El presidente de River había dicho que Boca "más que un club es el buque de la insignia de la derecha", en clara alusión a la carrera política de su titular. Desde la Ribera lo acusaron de ser el responsable de "la peor gestión en la historia de River". Y siguen
La anunciada convivencia que intentaron transmitir en algún momento para detener a los violentos y la pergeñada idea de montar un estadio único tal cual ocurre en otras latitudes del mundo parece haber quedado en el olvido luego de que José María Aguilar y Mauricio Macri protagonizan una dura polémica cuya derivación parece difícil de precisar.
Hoy parece lejana aquella buena onda que existió en el 2002 cuando los máximos referentes de las entidades más poderosas del fútbol doméstico aparecían en las portadas de los principales diarios nacionales procurando ponerle paños fríos a la disputa de una nueva edición del clásico con el objetivo de detener a los violentos.

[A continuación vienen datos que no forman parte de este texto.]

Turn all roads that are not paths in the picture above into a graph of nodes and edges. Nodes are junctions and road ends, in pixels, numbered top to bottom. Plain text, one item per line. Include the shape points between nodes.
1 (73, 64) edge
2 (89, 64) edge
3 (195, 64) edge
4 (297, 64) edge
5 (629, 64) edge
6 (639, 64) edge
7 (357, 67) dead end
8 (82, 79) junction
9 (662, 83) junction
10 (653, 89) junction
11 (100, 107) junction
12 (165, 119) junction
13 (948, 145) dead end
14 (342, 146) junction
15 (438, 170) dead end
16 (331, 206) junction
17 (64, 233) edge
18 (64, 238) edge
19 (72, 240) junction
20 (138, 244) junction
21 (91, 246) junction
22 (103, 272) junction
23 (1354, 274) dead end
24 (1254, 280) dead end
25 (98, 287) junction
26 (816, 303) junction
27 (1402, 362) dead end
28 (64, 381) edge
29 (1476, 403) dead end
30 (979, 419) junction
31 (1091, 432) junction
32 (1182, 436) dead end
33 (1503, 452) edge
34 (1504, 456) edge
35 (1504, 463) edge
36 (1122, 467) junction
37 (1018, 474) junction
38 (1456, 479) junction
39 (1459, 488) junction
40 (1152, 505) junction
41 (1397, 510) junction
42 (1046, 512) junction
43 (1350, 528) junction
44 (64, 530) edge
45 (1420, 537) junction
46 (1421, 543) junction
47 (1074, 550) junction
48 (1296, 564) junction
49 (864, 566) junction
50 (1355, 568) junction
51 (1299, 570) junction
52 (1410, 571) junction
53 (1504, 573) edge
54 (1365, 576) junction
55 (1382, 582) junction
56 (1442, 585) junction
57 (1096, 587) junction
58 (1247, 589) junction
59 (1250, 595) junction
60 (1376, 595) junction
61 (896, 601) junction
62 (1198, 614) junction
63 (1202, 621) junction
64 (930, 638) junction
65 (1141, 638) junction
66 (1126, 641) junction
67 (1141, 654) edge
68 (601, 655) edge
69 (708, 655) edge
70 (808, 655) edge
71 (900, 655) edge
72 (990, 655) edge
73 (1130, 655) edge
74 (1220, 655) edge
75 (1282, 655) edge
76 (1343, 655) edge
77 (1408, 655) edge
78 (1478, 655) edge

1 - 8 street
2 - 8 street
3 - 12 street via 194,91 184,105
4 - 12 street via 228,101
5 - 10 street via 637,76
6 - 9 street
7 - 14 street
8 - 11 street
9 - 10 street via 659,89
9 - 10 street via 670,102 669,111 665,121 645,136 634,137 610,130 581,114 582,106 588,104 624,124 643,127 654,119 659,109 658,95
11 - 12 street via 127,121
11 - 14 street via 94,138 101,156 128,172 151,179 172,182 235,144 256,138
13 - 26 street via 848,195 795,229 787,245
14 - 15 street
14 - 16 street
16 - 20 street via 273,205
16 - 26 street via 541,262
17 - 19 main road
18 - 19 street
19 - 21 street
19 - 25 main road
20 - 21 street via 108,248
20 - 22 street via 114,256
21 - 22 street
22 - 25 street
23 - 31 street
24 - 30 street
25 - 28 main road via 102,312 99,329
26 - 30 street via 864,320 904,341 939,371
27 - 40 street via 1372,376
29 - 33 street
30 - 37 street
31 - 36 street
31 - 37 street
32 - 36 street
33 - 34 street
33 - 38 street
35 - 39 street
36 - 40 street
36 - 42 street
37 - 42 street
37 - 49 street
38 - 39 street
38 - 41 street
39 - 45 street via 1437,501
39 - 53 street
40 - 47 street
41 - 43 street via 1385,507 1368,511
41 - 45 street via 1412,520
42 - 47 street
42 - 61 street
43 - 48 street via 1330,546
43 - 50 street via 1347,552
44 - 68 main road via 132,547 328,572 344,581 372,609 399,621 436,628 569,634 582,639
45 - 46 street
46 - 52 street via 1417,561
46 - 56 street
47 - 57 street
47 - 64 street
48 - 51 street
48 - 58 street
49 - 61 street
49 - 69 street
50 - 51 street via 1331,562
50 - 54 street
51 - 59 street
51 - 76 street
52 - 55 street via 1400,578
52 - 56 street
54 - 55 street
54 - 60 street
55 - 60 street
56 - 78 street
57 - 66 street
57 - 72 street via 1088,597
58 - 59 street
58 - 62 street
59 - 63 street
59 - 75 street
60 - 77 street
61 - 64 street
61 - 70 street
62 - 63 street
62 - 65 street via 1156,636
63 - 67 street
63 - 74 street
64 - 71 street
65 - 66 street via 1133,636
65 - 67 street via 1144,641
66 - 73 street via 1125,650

Es más, fuentes cercanas a la Comisión Directiva de River dejaron trascender que las relaciones con el presidente de Boca están interrumpidas.
"Con Macri está todo mal", señalaron voceros de River cuando el cronista intentó bucear en el tema que fue creciendo en los últimos días al tenor de las declaraciones.
Los primeros síntomas de desencuentro arrancaron a principio de año con la política impulsada por Boca de restringir la entrega de localidades para el equipo visitante.
En oportunidad de jugar el primer superclásico oficial del año, Aguilar disparó contra Macri, a quien acusó de romper con la tradición del fútbol argentino al pretender entregarle sólo 3.000 localidades para un partido de características especiales como es un Boca-River.
A las quejas sobre la capacidad de la Bombonera, Macri arremetió contra la arquitectura del Monumental, estadio al que definió como "una heladera espantosa".
En medio de este ida y vuelta vinculado con el folclore futbolístico se mezcló la política.
La frustrante caída de Boca en la definición del torneo frente a Estudiantes tras llegar a las últimas dos fechas con cuatro puntos de ventaja sobre el ahora campeón, le dio el pie a Aguilar para disparar algunos de sus dardos.
El presidente de River aseguró que Macri "no pagará costo alguno" tras la inesperada caída del equipo de Ricardo La Volpe en la gran final del Apertura "ya que cuenta con protección mediática".
Aguilar fue más allá en sus conceptos y hasta dejó de lado el aspecto estrictamente deportivo cuando el viernes último disparó que Boca "más que un club es el buque insignia de la derecha".
Sus palabras cayeron muy mal en la Bombonera y el primero que se mostró sorprendido fue el propio Macri, quien, dolido, le recomendó trabajar por River.
Sin embargo, su mano derecha, Pedro Pompilio, salió con los tapones de punta y lo cruzó a lo Krupoviesa para señalar a Aguilar como el responsable de la peor crisis económica y administrativa de la historia de River.
"Aguilar debería mirarse en el espejo para ver por qué no puede caminar libremente por la calle y preguntarse cuánta responsabilidad tiene en la peor gestión
económica-administrativa en la historia de River", disparó Pompilio metiéndose de lleno en un tema interno del club de Núñez.
"Habla desde la ignorancia. Si no conoce los números de Boca, menos va a conocer los míos", dijo sin dar mayores detalles el titular millonario.